[[ MATERIALS PROVIDED open ]]

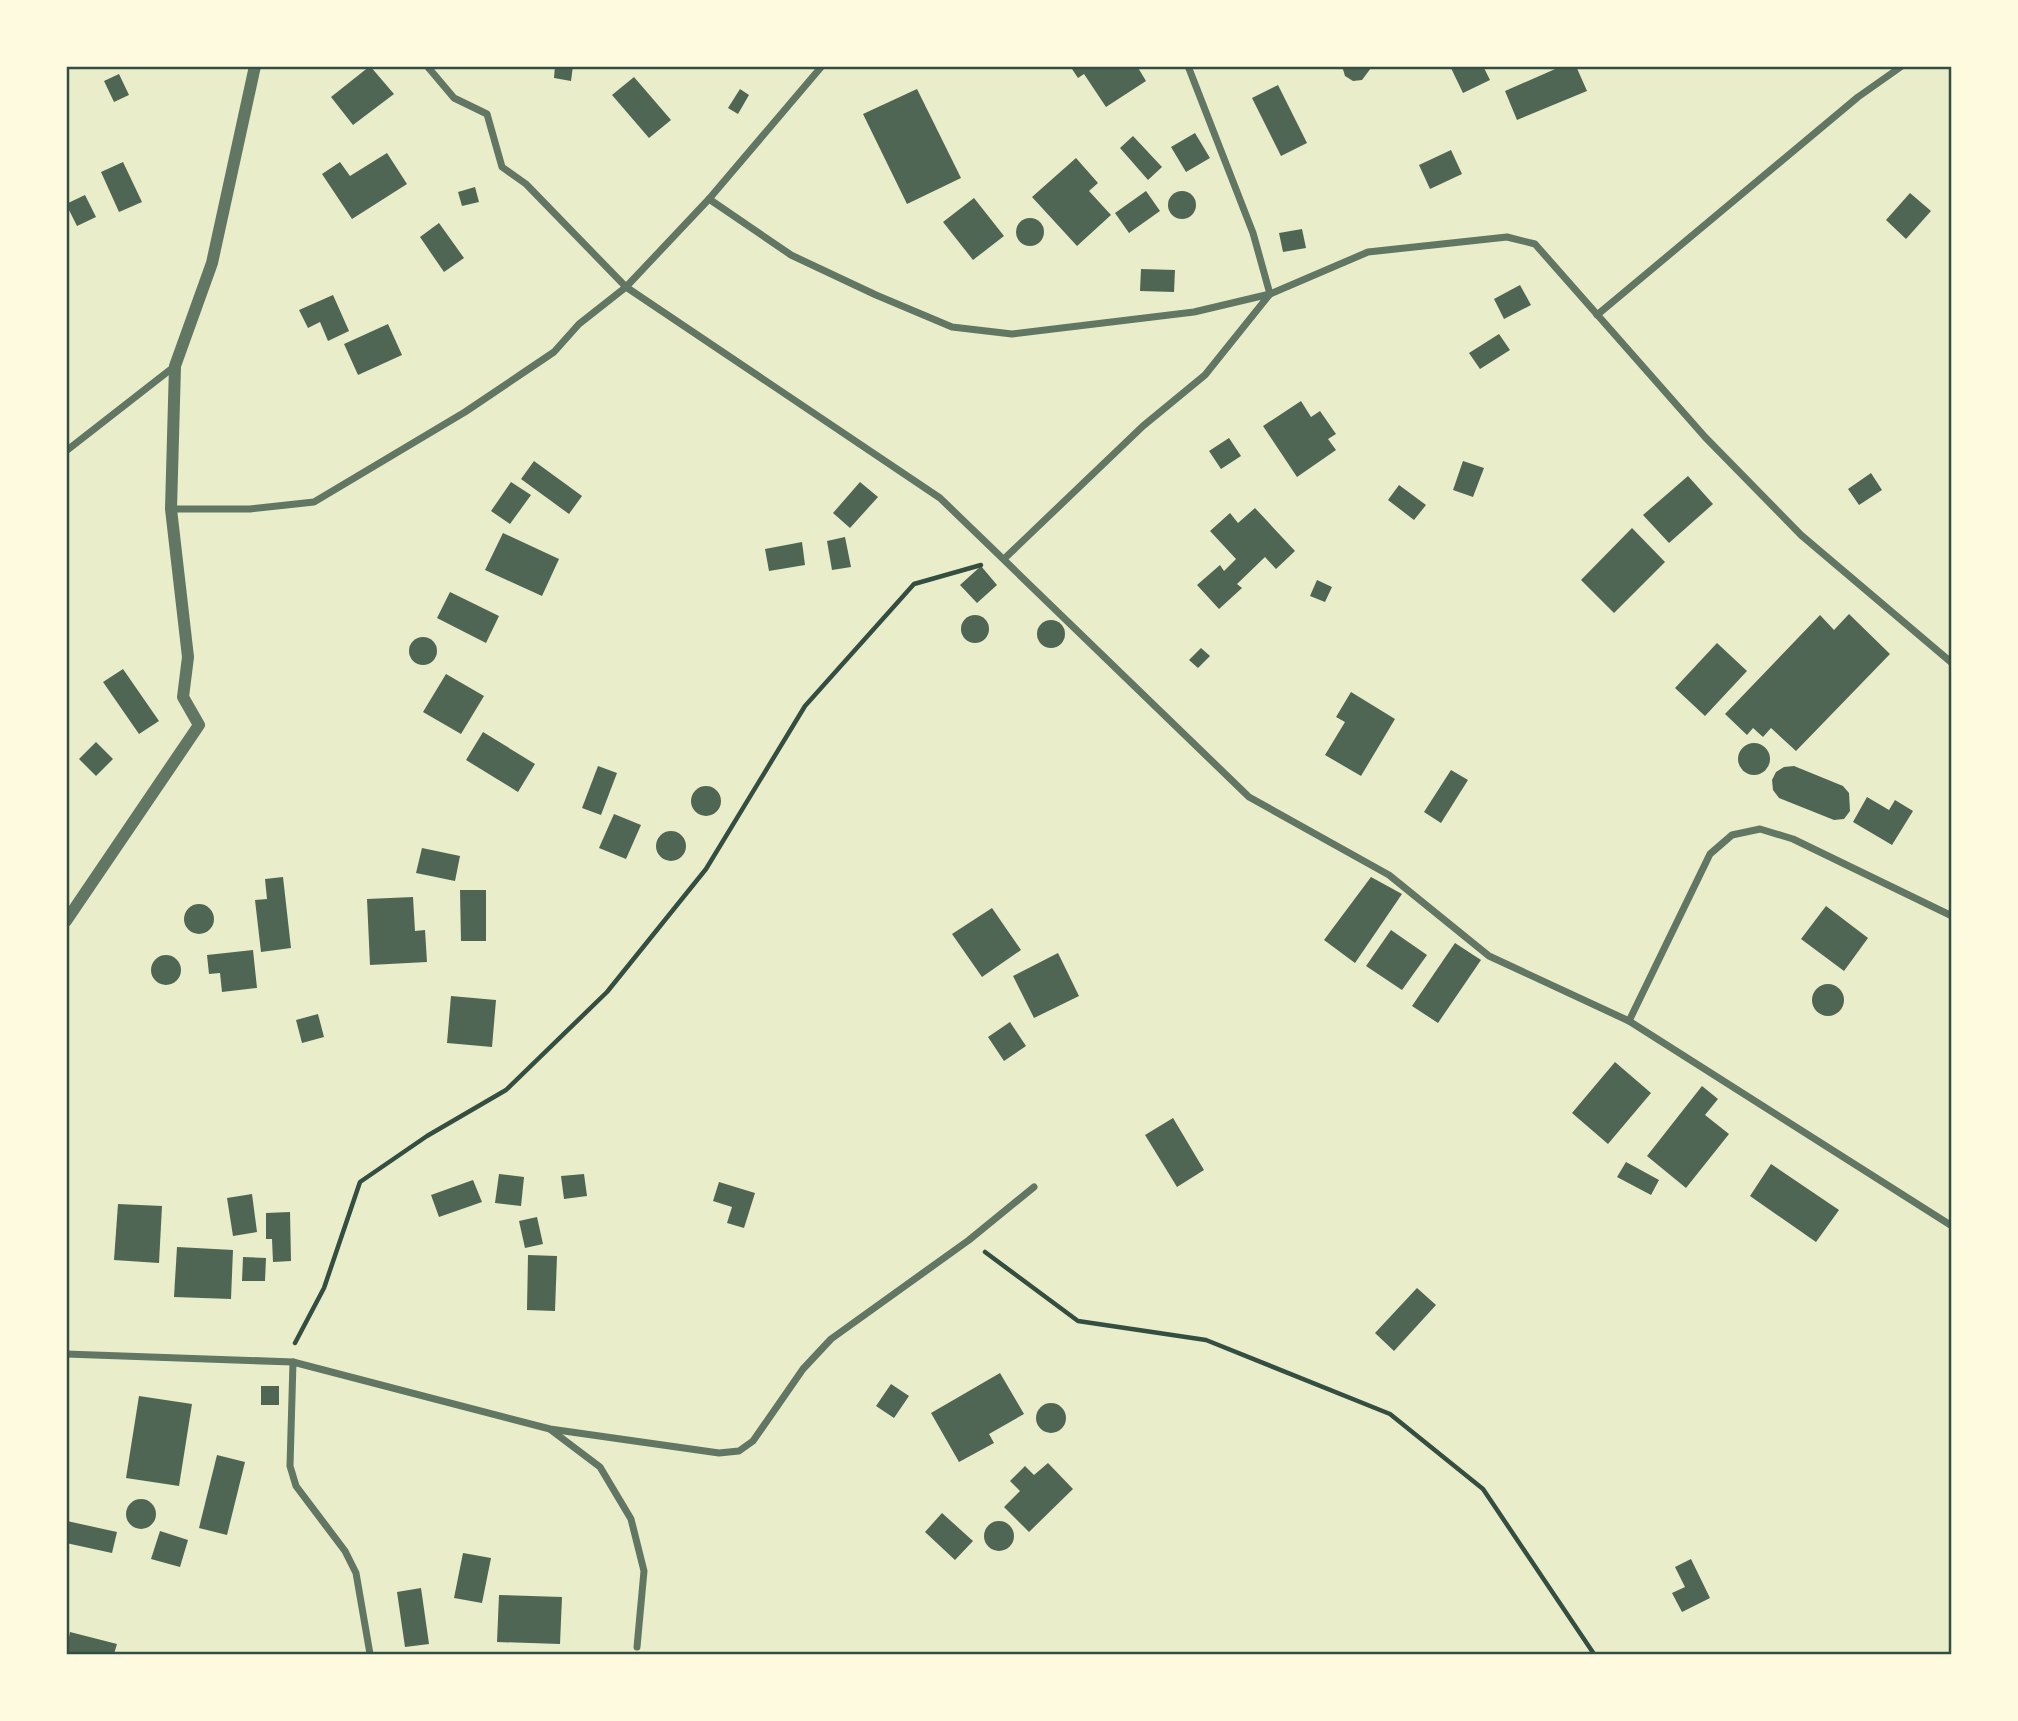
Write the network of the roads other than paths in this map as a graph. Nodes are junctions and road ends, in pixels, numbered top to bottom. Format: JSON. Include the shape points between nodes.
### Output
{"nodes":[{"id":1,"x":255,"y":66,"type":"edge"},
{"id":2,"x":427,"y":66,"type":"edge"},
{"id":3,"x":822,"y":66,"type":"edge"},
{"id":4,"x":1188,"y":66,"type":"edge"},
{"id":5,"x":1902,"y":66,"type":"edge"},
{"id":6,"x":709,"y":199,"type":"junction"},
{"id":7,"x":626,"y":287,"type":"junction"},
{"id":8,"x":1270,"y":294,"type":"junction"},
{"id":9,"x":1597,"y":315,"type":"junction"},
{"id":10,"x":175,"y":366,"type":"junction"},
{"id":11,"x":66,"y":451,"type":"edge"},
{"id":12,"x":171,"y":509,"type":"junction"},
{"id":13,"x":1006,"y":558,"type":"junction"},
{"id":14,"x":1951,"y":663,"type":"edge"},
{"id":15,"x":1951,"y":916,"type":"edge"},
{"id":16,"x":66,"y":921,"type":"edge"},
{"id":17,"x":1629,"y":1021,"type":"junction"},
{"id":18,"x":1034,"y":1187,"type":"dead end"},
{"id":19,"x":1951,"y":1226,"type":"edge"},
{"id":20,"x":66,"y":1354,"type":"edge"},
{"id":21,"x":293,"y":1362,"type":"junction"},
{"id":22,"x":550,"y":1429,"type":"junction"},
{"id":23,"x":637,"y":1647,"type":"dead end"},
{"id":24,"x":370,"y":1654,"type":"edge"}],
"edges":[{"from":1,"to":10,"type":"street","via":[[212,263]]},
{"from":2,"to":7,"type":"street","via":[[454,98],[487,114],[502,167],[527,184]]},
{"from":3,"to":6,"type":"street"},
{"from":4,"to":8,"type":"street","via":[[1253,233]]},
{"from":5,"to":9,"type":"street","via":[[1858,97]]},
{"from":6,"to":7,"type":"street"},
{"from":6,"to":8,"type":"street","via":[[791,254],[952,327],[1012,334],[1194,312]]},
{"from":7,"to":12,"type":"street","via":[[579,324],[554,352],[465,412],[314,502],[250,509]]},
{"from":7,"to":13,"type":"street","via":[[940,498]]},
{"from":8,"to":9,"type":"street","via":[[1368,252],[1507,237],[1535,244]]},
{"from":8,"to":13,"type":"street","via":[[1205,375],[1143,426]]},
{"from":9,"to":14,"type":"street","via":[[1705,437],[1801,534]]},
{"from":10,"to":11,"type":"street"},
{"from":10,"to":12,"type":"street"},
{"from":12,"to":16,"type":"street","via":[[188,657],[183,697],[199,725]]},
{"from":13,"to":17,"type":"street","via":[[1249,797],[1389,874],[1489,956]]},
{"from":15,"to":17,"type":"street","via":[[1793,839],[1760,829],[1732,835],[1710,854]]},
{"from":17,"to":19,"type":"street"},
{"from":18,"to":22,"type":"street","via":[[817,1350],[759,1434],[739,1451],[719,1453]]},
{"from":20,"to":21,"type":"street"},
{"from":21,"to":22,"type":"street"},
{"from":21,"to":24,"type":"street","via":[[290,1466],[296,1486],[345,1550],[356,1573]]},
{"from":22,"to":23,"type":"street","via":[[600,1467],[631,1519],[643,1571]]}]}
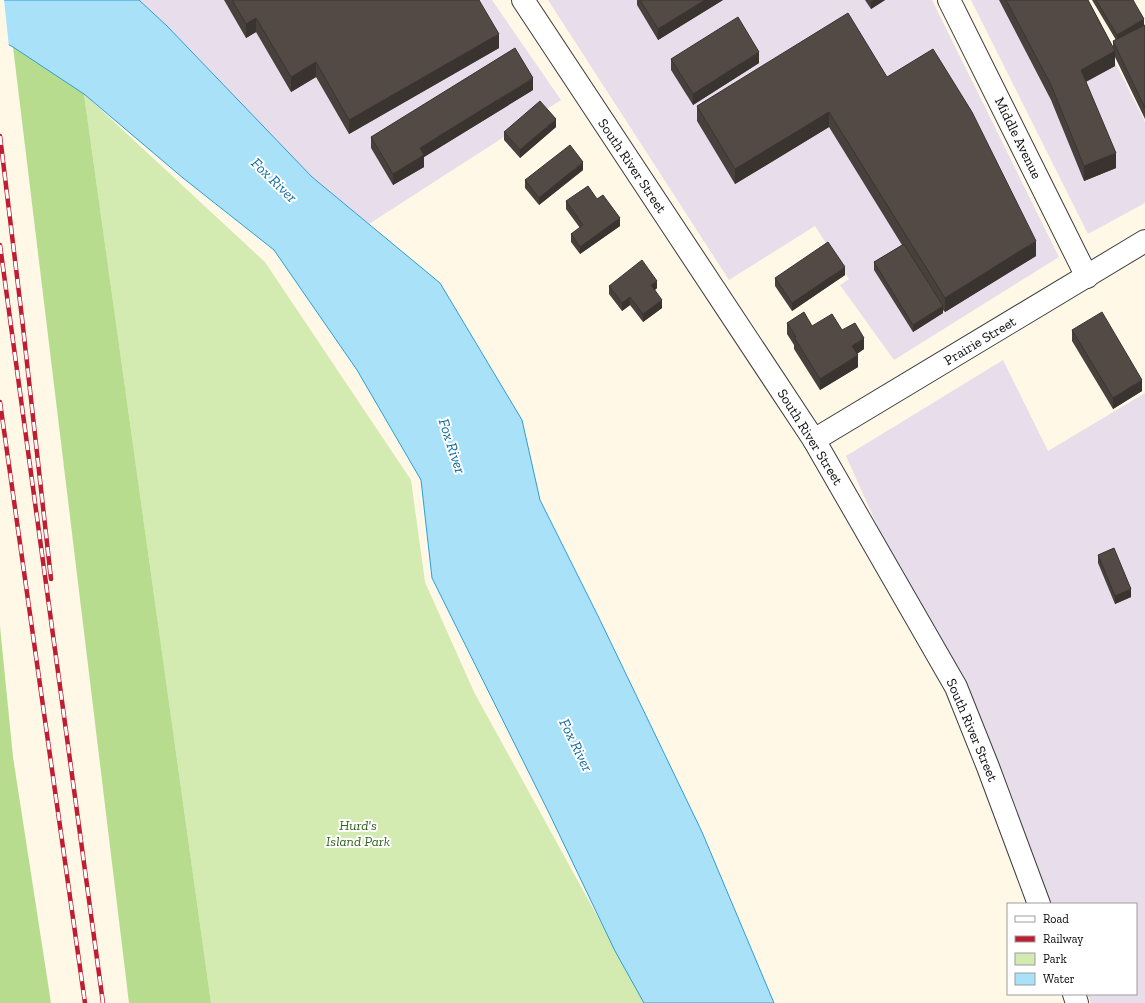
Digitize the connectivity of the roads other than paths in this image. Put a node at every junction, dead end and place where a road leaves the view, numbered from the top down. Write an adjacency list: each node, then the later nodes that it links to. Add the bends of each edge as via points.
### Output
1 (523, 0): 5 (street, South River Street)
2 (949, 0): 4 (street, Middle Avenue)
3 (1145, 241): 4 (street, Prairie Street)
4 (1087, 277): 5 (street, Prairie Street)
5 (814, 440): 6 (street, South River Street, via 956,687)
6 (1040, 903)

[[ MATERIALS PROVIDED closed ]]

**TASK BRIEF**
An exact copy of all the records, free of pictures, is the expected answer.

**RESULT OF THIS TASK**
Write the network of the roads other than paths in this map as a graph. Nodes are junctions and road ends, in pixels, numbered top to bottom. Format: JSON. Include the shape points between nodes.
### Output
{"nodes":[{"id":1,"x":255,"y":66,"type":"edge"},
{"id":2,"x":427,"y":66,"type":"edge"},
{"id":3,"x":822,"y":66,"type":"edge"},
{"id":4,"x":1188,"y":66,"type":"edge"},
{"id":5,"x":1902,"y":66,"type":"edge"},
{"id":6,"x":709,"y":199,"type":"junction"},
{"id":7,"x":626,"y":287,"type":"junction"},
{"id":8,"x":1270,"y":294,"type":"junction"},
{"id":9,"x":1597,"y":315,"type":"junction"},
{"id":10,"x":175,"y":366,"type":"junction"},
{"id":11,"x":66,"y":451,"type":"edge"},
{"id":12,"x":171,"y":509,"type":"junction"},
{"id":13,"x":1006,"y":558,"type":"junction"},
{"id":14,"x":1951,"y":663,"type":"edge"},
{"id":15,"x":1951,"y":916,"type":"edge"},
{"id":16,"x":66,"y":921,"type":"edge"},
{"id":17,"x":1629,"y":1021,"type":"junction"},
{"id":18,"x":1034,"y":1187,"type":"dead end"},
{"id":19,"x":1951,"y":1226,"type":"edge"},
{"id":20,"x":66,"y":1354,"type":"edge"},
{"id":21,"x":293,"y":1362,"type":"junction"},
{"id":22,"x":550,"y":1429,"type":"junction"},
{"id":23,"x":637,"y":1647,"type":"dead end"},
{"id":24,"x":370,"y":1654,"type":"edge"}],
"edges":[{"from":1,"to":10,"type":"street","via":[[212,263]]},
{"from":2,"to":7,"type":"street","via":[[454,98],[487,114],[502,167],[527,184]]},
{"from":3,"to":6,"type":"street"},
{"from":4,"to":8,"type":"street","via":[[1253,233]]},
{"from":5,"to":9,"type":"street","via":[[1858,97]]},
{"from":6,"to":7,"type":"street"},
{"from":6,"to":8,"type":"street","via":[[791,254],[952,327],[1012,334],[1194,312]]},
{"from":7,"to":12,"type":"street","via":[[579,324],[554,352],[465,412],[314,502],[250,509]]},
{"from":7,"to":13,"type":"street","via":[[940,498]]},
{"from":8,"to":9,"type":"street","via":[[1368,252],[1507,237],[1535,244]]},
{"from":8,"to":13,"type":"street","via":[[1205,375],[1143,426]]},
{"from":9,"to":14,"type":"street","via":[[1705,437],[1801,534]]},
{"from":10,"to":11,"type":"street"},
{"from":10,"to":12,"type":"street"},
{"from":12,"to":16,"type":"street","via":[[188,657],[183,697],[199,725]]},
{"from":13,"to":17,"type":"street","via":[[1249,797],[1389,874],[1489,956]]},
{"from":15,"to":17,"type":"street","via":[[1793,839],[1760,829],[1732,835],[1710,854]]},
{"from":17,"to":19,"type":"street"},
{"from":18,"to":22,"type":"street","via":[[817,1350],[759,1434],[739,1451],[719,1453]]},
{"from":20,"to":21,"type":"street"},
{"from":21,"to":22,"type":"street"},
{"from":21,"to":24,"type":"street","via":[[290,1466],[296,1486],[345,1550],[356,1573]]},
{"from":22,"to":23,"type":"street","via":[[600,1467],[631,1519],[643,1571]]}]}
Digitize the connectivity of the roads other than paths in this image. Put a node at every junction, dead end and place where a road leaves the view, numbered from the top down. Write an adjacency list: each node, then the later nodes that it links to. Add the bends of each edge as via points.
### Output
1 (523, 0): 5 (street, South River Street)
2 (949, 0): 4 (street, Middle Avenue)
3 (1145, 241): 4 (street, Prairie Street)
4 (1087, 277): 5 (street, Prairie Street)
5 (814, 440): 6 (street, South River Street, via 956,687)
6 (1040, 903)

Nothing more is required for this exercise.